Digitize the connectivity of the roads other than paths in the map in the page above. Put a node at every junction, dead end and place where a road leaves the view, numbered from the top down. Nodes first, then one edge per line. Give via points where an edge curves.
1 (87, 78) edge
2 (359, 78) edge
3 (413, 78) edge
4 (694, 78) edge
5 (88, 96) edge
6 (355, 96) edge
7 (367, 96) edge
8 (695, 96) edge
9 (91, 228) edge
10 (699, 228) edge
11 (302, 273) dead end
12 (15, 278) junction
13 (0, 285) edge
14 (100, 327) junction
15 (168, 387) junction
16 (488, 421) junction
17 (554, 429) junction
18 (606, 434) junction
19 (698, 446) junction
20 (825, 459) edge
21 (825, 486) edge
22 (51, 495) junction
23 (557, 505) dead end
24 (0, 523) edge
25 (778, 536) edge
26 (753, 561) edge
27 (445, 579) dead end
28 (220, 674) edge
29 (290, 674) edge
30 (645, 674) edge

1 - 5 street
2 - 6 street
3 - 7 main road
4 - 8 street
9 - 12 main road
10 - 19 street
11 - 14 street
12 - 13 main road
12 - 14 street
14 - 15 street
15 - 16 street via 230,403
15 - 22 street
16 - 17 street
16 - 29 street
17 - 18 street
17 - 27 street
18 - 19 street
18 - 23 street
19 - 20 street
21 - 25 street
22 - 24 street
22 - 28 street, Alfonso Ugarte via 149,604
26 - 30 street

***

> [WHAT THE EXERCISE ASKS]: Print each of the lines above again, unchanged.

> [SOLUTION TO THIS TASK]:
Digitize the connectivity of the roads other than paths in the map in the page above. Put a node at every junction, dead end and place where a road leaves the view, numbered from the top down. Nodes first, then one edge per line. Give via points where an edge curves.
1 (87, 78) edge
2 (359, 78) edge
3 (413, 78) edge
4 (694, 78) edge
5 (88, 96) edge
6 (355, 96) edge
7 (367, 96) edge
8 (695, 96) edge
9 (91, 228) edge
10 (699, 228) edge
11 (302, 273) dead end
12 (15, 278) junction
13 (0, 285) edge
14 (100, 327) junction
15 (168, 387) junction
16 (488, 421) junction
17 (554, 429) junction
18 (606, 434) junction
19 (698, 446) junction
20 (825, 459) edge
21 (825, 486) edge
22 (51, 495) junction
23 (557, 505) dead end
24 (0, 523) edge
25 (778, 536) edge
26 (753, 561) edge
27 (445, 579) dead end
28 (220, 674) edge
29 (290, 674) edge
30 (645, 674) edge

1 - 5 street
2 - 6 street
3 - 7 main road
4 - 8 street
9 - 12 main road
10 - 19 street
11 - 14 street
12 - 13 main road
12 - 14 street
14 - 15 street
15 - 16 street via 230,403
15 - 22 street
16 - 17 street
16 - 29 street
17 - 18 street
17 - 27 street
18 - 19 street
18 - 23 street
19 - 20 street
21 - 25 street
22 - 24 street
22 - 28 street, Alfonso Ugarte via 149,604
26 - 30 street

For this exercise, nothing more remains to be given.